It is oddly reassuring to be part of it. It gives the sole act of walking a feeling of purpose. It makes me feel as if the echoes of my steps were the sound of some organic machinery, whiring and whining in the background.

Eventually, I reach the square and I stop. I somehow expect to be swept along by the steady flow of people, but none of that happens. They just keep walking, adjusting their trajectories in an unconscious way, avoiding any obstacles if necessary. There, in the middle of the plaza, I realise that I am no longer part of them. The moment I have stopped walking I have become just another factor to incorporate into their calculations. I am no longer part of a rhythm, but rather an odd dissonance that does not move along, something people walk towards or away from.

Towards/Away.

At that moment, these two words define everything. In detaching myself from the bloodstream, in becoming a rogue cell, I have also become something else. At that moment, I exist only as a reference, a temporary landmark in the map of the city. At that moment, I realise that I can relate to everything that surrounds me by using these two simple words: towards/away. Those who come towards me. Those who walk away from me. Someone, somewhere, is walking towards me. They do not know me, and I do not know them, but they are getting closer to me with every passing moment. In the same way, people are already leaving me behind. People I will never meet, people I have never seen. People whose names I don’t know and whose voices I will never hear.

Towards/Away.

Then I realise that everything we do, everything we say or see or think leads us away from what we were and towards what we are still not. Just like raindrops crashing against a windscreen, we rush blindly towards a future we do not know how to stop. Every single drop of rain dissolves into its own shower of consequences so impossibly detailed that it would take many eternities just to figure them out. Some times, we are the rain. Crashing against someone else’s windscreen, we become a consequence. Some times, we are the glass. Still and immovable, we bring the consequence. Some times we are everything. And some times we are nothing.

But most of the times, we just walk.

Always towards.

Always away.

 

The Road in the Middle

The house was built at the end of the road. The road had had many names throughout the years and most of them made reference not to the road itself, not to its destination, but to those who lived next to it. As time passed, however, people started leaving the place, heading towards the cities, further somewhere else. The process was slow at first, but the less people remained, the bigger the urge to abandon the road. Soon, people forgot what to call that trail of land that lead to nowhere and started to call it the Road in the Middle. With time, the road was also forgotten, and its name became another echo in an old-wife tale.
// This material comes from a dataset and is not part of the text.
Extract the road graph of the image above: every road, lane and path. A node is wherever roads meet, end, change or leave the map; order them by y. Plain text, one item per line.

Perhaps for that reason they chose that place to build the house. It was said that a very rich man and his wife, both outsiders and descendent from a political caste of momentous importance off-world, had come from far away to this particular system, looking for a quiet place where they could settle down and bring up their child.

As soon as it was known that the couple was wealthy beyond imagination, they were sent offers from every single corner of the system. Entire landmasses, grandiose mansions sprawling whole mountains and ranges and even a small fleet of self-contained, self-sustainable spaceships were offered to them.
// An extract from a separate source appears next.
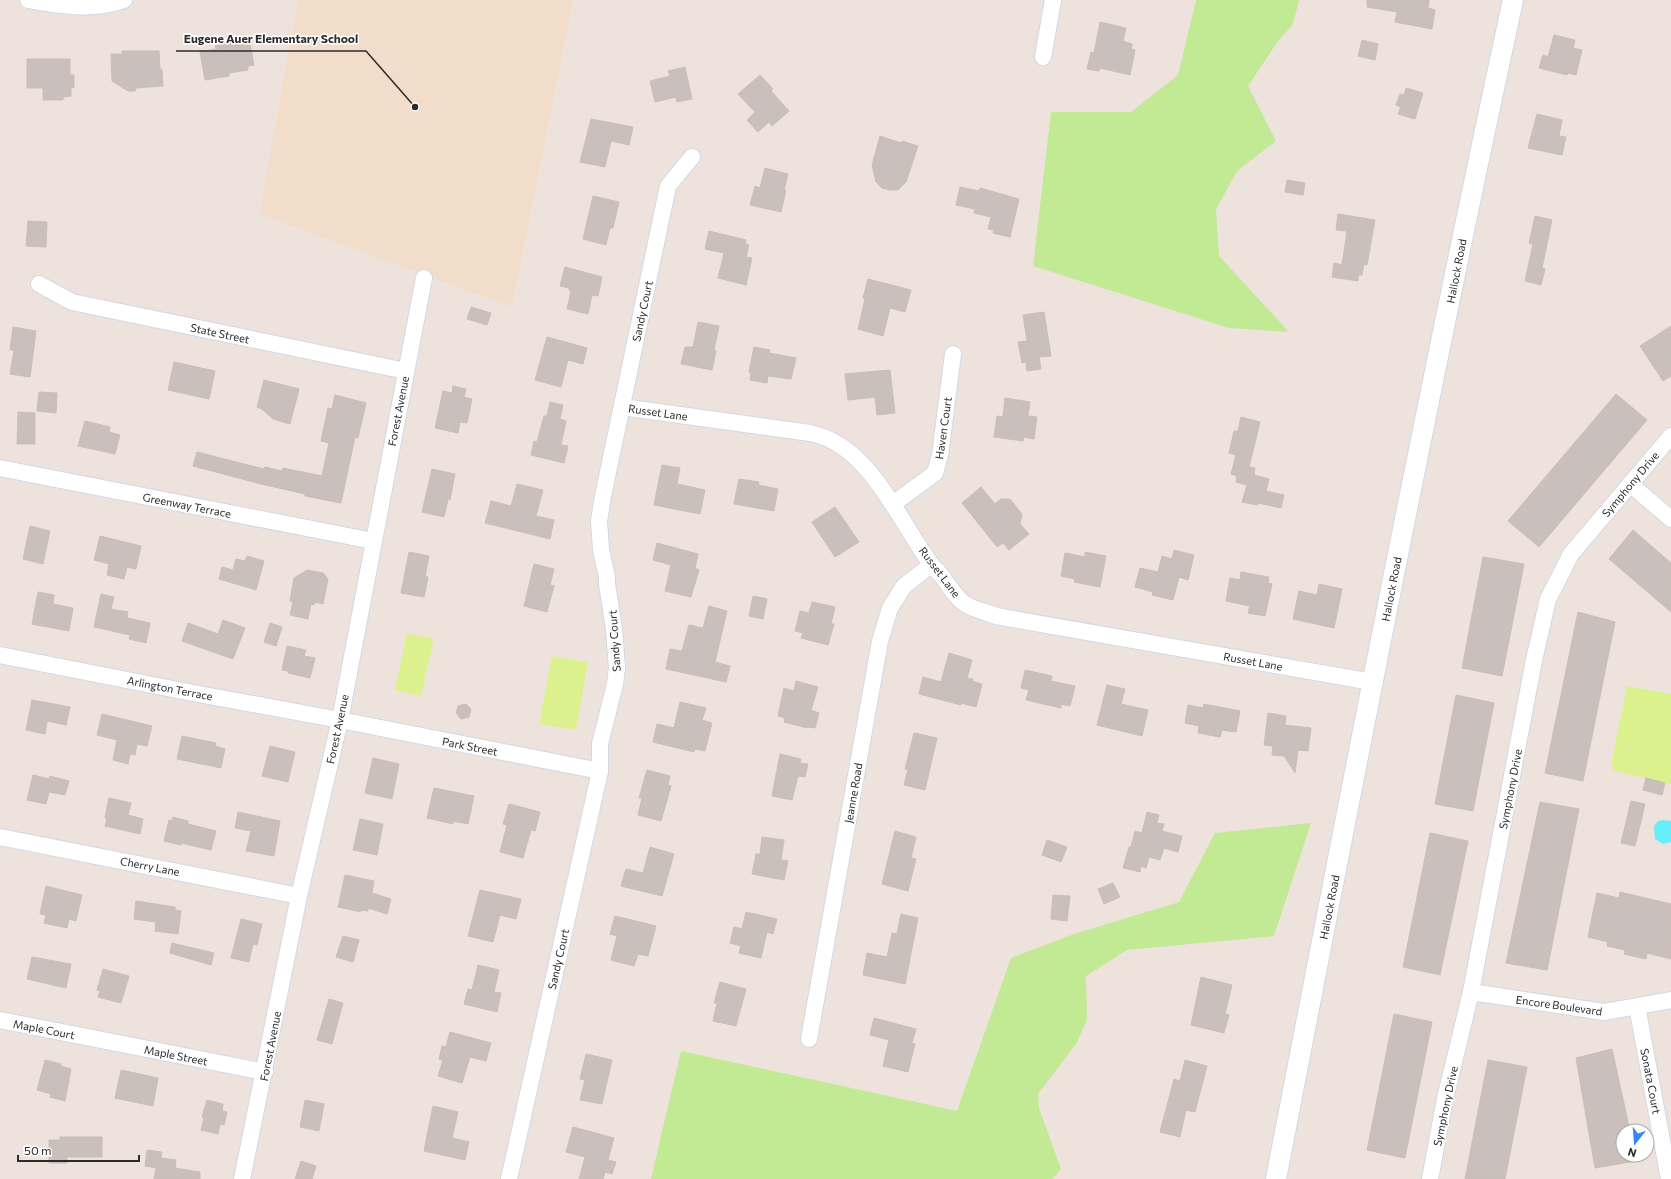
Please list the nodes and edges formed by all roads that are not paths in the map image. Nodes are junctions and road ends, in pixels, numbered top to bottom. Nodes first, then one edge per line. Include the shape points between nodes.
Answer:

Of course, it was not all about the money. Although people and sellers-to-be knew that the couple was willing to pay astronomical sums for the right place, they were more concerned about what would happen after the outsiders settled down. For some, for too many, their presence in the system was more than a chance to make a good deal; it was the chance to bring back to life their own business. So desperate were they, that an asteroid miner company even offered them a fully operational asteroid habitat. In an attempt to appeal to the feeling of self-importance characteristic to most highborn, they even carved a near exact replica of their faces on the outer surface of the habitat, so that their heads would always hang proud and high among the stars.
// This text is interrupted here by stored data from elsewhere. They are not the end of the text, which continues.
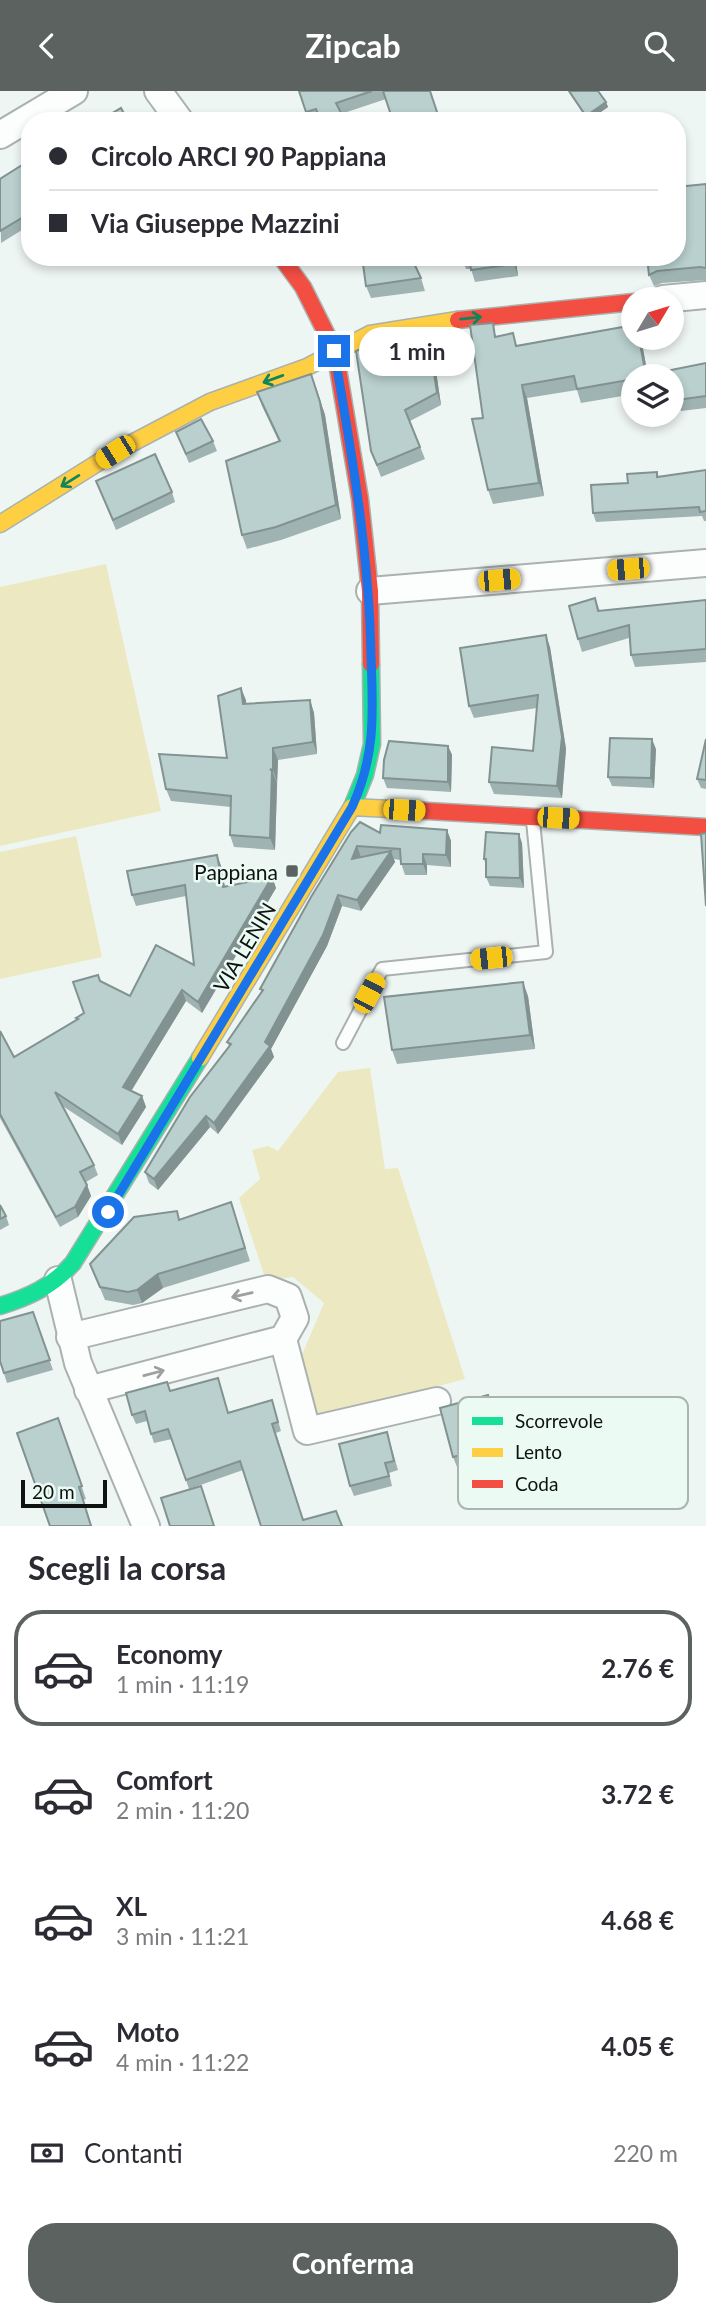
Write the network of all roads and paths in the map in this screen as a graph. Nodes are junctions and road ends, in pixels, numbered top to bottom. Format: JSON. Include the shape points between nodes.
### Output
{"nodes":[{"id":1,"x":74,"y":91,"type":"edge"},
{"id":2,"x":158,"y":91,"type":"edge"},
{"id":3,"x":39,"y":112,"type":"edge"},
{"id":4,"x":173,"y":112,"type":"edge"},
{"id":5,"x":21,"y":123,"type":"edge"},
{"id":6,"x":0,"y":135,"type":"edge"},
{"id":7,"x":288,"y":266,"type":"edge"},
{"id":8,"x":706,"y":295,"type":"edge"},
{"id":9,"x":684,"y":297,"type":"edge"},
{"id":10,"x":621,"y":303,"type":"edge"},
{"id":11,"x":334,"y":351,"type":"junction"},
{"id":12,"x":0,"y":524,"type":"edge"},
{"id":13,"x":706,"y":563,"type":"edge"},
{"id":14,"x":370,"y":591,"type":"junction"},
{"id":15,"x":352,"y":807,"type":"junction"},
{"id":16,"x":533,"y":817,"type":"junction"},
{"id":17,"x":706,"y":827,"type":"edge"},
{"id":18,"x":343,"y":1043,"type":"dead end"},
{"id":19,"x":58,"y":1280,"type":"junction"},
{"id":20,"x":0,"y":1306,"type":"edge"},
{"id":21,"x":70,"y":1337,"type":"junction"},
{"id":22,"x":283,"y":1339,"type":"junction"},
{"id":23,"x":88,"y":1390,"type":"junction"},
{"id":24,"x":437,"y":1401,"type":"dead end"},
{"id":25,"x":146,"y":1526,"type":"edge"}],
"edges":[{"from":1,"to":3,"type":"street"},
{"from":2,"to":4,"type":"street"},
{"from":5,"to":6,"type":"street"},
{"from":7,"to":11,"type":"street","name":"VIA LENIN"},
{"from":8,"to":9,"type":"street"},
{"from":11,"to":10,"type":"street","one_way":true,"via":[[370,334],[434,322]]},
{"from":11,"to":12,"type":"street","one_way":true,"via":[[307,367],[210,402],[115,452]]},
{"from":11,"to":14,"type":"street","name":"VIA LENIN","via":[[360,499]]},
{"from":13,"to":14,"type":"street"},
{"from":14,"to":15,"type":"street","name":"VIA LENIN","via":[[372,744]]},
{"from":15,"to":16,"type":"street"},
{"from":15,"to":19,"type":"street","name":"VIA LENIN","via":[[94,1234]]},
{"from":16,"to":17,"type":"street"},
{"from":16,"to":18,"type":"lane","via":[[546,952],[382,969]]},
{"from":19,"to":20,"type":"street","name":"VIA LENIN","via":[[28,1298]]},
{"from":19,"to":21,"type":"street"},
{"from":22,"to":21,"type":"street","one_way":true,"via":[[295,1318],[288,1297],[268,1289]]},
{"from":21,"to":23,"type":"street"},
{"from":23,"to":22,"type":"street","one_way":true},
{"from":22,"to":24,"type":"street","via":[[307,1431]]},
{"from":23,"to":25,"type":"street"}]}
The outsiders refused every offer. As they turned down one offer after another, frustration became a general feeling among the sellers, and new rumors about the couple started circulating. Many were the voices that claimed that, perhaps, they were escaping from their past, or from the law, or from many other things equally shady and wrong.

For the outsiders were not looking for a home; they were looking for a place.

 ◊

Ada knew she was pregnant as soon as her husband got out of her. They had made love countless times, and this time had not been better than many others, not special in a clearly noticeable way. But when Ada looked at Patrick and saw that timid light in his eyes, she knew it.

 Ada watched Patrick’s eyes as they closed slowly, and turned to observe him lie on the bed. The golden lights of the city drifted over his body, half turned, half naked, under the half dark of the room. They were not young any more. Ada had known that for some time, but now that she watched Patrick sleep and heard him breathe, she realized that it was not the same breath that had whispered her name the first time they had made love.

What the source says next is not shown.